La partecipazione diretta dei cittadini. Nel romanzo Napoli si organizza attraverso moderni “Sedili”, consigli municipali che richiamano antiche forme di rappresentanza popolare. Mi interessava immaginare una democrazia più vicina alle persone e ai quartieri.

Uno degli elementi più originali è la “Januaria”, una criptovaluta garantita dal tesoro di San Gennaro. Come è nata questa intuizione?
Cercavo un simbolo che unisse tradizione e innovazione. Il tesoro di San Gennaro rappresenta un patrimonio materiale e spirituale unico; trasformarlo nella garanzia di una moneta digitale significava collegare passato e futuro in un’unica immagine narrativa.

Il romanzo è anche una riflessione sul rapporto tra storia e futuro?
Assolutamente sì. La scelta del 2034 richiama idealmente il tricentenario del 1734, quando Napoli tornò capitale di un regno indipendente. Ho voluto creare un ponte tra memoria storica e immaginazione, mostrando come il passato possa ancora dialogare con il presente.

Che cosa spera resti al lettore dopo l’ultima pagina?
Mi piacerebbe che restasse una domanda: quanto siamo disposti ad assumerci la responsabilità del nostro futuro?
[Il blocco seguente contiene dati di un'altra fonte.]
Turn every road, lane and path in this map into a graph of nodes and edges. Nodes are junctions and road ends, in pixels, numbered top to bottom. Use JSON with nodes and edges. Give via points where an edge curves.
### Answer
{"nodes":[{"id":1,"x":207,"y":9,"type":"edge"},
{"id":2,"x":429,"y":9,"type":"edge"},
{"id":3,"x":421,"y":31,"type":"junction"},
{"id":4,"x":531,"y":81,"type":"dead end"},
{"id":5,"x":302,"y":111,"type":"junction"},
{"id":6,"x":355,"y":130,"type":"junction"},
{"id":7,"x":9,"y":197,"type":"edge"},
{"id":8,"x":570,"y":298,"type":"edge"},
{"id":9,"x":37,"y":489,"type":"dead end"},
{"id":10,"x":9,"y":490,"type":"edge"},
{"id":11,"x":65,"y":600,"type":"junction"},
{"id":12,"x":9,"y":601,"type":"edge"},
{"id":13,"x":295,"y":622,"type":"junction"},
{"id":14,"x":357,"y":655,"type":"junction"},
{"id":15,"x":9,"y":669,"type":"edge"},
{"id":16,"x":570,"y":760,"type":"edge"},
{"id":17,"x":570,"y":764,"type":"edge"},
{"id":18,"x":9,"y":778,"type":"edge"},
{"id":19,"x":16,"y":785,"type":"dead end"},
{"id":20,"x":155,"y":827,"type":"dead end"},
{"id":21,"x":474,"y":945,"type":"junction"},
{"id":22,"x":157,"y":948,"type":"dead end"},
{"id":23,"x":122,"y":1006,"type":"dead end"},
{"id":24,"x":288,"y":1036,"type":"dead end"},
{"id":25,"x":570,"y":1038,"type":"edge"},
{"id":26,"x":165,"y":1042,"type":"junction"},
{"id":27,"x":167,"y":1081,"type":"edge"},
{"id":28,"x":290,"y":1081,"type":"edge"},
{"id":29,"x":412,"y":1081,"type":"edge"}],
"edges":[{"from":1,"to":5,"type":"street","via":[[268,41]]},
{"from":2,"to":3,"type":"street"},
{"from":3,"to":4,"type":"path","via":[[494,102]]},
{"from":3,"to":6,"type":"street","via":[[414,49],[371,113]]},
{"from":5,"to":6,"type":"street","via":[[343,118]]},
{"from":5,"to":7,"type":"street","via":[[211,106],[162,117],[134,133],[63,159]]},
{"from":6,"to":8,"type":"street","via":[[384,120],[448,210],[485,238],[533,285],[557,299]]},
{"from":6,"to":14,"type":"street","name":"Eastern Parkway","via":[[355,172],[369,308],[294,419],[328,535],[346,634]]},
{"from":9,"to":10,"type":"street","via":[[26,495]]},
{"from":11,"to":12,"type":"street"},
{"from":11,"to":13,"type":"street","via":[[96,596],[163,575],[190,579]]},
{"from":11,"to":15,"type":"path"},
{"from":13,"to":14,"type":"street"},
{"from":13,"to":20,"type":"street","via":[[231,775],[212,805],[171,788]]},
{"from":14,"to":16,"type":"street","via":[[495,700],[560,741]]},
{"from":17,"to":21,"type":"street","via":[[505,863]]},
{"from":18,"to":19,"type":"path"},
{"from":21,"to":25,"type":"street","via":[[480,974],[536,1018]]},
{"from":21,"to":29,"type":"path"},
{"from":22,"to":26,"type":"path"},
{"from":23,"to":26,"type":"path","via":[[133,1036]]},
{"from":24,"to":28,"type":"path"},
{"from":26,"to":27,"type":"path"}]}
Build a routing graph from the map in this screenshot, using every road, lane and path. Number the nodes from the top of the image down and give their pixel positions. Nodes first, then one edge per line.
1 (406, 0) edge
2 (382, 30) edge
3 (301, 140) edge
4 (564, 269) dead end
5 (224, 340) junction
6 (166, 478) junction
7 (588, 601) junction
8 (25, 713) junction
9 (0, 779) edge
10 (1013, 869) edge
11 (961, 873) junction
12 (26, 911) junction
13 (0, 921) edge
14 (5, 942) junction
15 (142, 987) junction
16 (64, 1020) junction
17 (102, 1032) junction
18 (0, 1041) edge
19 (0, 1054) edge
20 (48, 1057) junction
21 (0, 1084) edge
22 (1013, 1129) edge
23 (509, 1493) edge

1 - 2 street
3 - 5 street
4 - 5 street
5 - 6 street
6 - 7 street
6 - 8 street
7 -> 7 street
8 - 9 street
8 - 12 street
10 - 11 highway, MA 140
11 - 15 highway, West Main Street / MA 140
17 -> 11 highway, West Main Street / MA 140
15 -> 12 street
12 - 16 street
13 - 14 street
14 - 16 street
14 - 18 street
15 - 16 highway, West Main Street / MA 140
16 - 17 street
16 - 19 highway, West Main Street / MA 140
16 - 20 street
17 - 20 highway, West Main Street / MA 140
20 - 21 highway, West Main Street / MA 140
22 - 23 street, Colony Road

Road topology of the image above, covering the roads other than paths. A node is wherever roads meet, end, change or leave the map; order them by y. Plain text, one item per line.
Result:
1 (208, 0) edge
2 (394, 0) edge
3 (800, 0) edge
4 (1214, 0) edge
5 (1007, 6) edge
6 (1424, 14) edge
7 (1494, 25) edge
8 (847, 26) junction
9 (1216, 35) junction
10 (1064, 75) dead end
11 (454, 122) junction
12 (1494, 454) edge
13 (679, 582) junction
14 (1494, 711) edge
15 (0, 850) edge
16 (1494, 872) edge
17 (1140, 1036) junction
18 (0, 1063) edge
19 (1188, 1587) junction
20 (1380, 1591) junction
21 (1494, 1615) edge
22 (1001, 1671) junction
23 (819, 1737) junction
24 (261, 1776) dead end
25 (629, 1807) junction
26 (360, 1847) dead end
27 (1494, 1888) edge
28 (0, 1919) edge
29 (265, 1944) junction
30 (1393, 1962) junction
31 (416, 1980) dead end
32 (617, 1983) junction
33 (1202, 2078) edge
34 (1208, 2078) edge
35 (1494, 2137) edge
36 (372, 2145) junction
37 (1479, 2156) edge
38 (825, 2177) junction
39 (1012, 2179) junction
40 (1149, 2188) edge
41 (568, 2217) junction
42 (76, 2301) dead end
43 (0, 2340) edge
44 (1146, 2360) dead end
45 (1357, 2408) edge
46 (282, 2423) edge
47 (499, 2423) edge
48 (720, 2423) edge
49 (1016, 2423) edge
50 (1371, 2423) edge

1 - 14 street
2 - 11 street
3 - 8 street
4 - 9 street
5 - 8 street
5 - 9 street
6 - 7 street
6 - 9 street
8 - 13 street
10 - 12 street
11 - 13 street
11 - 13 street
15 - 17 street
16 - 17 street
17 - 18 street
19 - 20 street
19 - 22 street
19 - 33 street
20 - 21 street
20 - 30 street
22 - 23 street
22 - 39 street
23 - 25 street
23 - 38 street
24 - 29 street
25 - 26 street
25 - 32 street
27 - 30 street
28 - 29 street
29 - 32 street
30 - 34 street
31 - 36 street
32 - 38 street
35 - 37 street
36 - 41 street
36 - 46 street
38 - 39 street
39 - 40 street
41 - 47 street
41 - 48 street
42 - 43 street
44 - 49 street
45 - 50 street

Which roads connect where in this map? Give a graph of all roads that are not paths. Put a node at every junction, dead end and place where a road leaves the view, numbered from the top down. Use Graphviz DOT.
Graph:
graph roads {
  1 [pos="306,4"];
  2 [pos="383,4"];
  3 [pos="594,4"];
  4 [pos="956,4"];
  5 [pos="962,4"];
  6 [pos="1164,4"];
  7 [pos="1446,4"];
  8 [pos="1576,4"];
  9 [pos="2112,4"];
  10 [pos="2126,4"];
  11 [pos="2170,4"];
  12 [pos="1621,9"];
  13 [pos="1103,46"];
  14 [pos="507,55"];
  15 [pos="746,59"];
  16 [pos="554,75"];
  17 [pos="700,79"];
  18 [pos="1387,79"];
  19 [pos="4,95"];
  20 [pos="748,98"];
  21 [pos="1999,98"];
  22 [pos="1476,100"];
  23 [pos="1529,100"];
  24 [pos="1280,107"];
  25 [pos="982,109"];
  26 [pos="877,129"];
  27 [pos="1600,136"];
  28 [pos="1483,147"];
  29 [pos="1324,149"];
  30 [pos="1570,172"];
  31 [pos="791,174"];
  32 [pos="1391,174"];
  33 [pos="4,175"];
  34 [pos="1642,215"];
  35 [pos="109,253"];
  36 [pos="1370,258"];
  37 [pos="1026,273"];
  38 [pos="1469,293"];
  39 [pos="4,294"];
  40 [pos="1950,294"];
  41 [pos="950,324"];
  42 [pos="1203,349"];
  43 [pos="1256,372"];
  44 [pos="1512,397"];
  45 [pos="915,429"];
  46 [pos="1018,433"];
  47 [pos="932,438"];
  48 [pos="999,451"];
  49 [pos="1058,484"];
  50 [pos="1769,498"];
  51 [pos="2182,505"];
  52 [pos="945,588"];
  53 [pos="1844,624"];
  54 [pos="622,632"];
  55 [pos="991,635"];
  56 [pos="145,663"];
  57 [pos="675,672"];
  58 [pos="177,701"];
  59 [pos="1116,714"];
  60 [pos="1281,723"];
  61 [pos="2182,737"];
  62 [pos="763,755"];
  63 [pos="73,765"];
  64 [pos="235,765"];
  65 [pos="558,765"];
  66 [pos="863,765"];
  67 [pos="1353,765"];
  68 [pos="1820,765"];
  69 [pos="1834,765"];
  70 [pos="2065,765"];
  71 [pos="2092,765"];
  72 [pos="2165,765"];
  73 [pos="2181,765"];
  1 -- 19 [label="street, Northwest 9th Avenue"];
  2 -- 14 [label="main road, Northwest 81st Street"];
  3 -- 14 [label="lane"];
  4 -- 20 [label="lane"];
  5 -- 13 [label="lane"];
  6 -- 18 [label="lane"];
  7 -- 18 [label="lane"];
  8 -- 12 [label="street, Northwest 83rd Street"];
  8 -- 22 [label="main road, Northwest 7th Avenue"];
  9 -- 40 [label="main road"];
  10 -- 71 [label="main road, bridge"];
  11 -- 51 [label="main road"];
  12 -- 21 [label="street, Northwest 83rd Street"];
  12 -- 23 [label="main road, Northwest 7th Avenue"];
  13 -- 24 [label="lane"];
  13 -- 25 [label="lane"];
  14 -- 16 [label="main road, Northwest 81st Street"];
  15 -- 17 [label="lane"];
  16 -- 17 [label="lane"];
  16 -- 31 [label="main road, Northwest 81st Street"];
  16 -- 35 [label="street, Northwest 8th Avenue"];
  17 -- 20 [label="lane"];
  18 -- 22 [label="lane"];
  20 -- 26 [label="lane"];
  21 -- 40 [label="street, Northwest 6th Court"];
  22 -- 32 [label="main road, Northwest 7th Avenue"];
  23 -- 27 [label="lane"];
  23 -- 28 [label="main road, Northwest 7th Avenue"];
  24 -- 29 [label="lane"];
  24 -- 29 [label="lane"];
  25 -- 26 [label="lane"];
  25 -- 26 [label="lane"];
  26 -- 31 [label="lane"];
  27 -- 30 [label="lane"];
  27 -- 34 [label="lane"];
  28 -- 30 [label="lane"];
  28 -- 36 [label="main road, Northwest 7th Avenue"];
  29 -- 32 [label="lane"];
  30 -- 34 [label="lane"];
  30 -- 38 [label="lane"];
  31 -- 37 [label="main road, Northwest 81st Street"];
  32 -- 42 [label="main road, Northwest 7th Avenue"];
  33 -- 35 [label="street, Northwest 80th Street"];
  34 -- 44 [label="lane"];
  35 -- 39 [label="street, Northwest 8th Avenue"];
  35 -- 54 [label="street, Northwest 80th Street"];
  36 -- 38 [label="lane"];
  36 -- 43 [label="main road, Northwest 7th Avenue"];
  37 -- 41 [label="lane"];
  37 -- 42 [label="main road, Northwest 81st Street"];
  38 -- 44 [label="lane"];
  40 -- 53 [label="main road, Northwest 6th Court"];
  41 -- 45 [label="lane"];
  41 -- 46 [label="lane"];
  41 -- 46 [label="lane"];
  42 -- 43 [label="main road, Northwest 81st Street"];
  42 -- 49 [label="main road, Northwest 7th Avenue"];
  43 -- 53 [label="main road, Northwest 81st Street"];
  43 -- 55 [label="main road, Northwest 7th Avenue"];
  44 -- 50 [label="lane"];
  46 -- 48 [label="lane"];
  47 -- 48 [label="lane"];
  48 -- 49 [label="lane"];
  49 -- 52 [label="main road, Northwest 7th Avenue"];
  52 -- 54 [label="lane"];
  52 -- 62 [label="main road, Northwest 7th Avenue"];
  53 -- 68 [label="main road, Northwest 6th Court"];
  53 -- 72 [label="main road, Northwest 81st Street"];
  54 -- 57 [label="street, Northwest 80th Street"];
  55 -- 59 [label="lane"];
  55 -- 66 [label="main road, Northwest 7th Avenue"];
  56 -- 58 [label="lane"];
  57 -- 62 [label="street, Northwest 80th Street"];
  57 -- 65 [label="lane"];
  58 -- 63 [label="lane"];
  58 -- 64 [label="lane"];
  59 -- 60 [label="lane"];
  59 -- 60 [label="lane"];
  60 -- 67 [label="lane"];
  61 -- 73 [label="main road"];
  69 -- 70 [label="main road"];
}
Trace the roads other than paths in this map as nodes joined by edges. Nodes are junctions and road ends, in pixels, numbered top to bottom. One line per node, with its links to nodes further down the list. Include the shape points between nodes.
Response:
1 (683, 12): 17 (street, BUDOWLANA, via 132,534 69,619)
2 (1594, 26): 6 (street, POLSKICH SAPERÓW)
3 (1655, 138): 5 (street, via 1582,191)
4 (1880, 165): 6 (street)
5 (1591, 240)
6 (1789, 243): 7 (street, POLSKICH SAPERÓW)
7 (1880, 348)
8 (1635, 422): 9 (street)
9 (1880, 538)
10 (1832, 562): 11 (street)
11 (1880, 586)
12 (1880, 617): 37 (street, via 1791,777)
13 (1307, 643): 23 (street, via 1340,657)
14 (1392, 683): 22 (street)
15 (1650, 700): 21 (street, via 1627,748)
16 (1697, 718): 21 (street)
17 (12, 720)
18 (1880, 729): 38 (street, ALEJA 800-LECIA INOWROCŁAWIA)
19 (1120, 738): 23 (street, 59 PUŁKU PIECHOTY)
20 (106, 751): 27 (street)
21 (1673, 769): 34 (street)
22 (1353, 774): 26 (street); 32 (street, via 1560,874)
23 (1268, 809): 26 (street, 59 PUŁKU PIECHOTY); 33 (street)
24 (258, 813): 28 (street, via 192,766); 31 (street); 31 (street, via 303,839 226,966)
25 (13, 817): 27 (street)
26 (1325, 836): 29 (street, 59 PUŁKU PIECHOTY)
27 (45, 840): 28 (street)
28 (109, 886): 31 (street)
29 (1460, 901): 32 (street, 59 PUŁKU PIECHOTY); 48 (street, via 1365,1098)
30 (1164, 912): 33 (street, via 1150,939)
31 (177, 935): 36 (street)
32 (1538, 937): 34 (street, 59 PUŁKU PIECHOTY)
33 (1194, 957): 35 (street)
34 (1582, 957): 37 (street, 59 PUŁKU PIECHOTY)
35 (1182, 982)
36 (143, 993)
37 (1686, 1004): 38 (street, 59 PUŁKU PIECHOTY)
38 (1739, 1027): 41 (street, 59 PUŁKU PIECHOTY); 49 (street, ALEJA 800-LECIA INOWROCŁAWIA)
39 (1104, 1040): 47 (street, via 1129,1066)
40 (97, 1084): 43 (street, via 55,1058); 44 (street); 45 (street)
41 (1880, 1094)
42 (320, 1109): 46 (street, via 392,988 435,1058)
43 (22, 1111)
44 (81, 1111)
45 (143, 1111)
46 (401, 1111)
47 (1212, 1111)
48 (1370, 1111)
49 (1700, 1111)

Al di là della fantasia narrativa, il libro invita a riflettere sul ruolo dei cittadini nella costruzione della comunità in cui vivono.

In definitiva, “La secessione di San Gennaro” è utopia, satira o romanzo politico?
Probabilmente tutte queste cose insieme. È un racconto ironico e visionario, ma anche una provocazione culturale. Attraverso la fantasia ho cercato di raccontare una Napoli che smette di considerarsi periferia e torna a immaginarsi protagonista del proprio destino.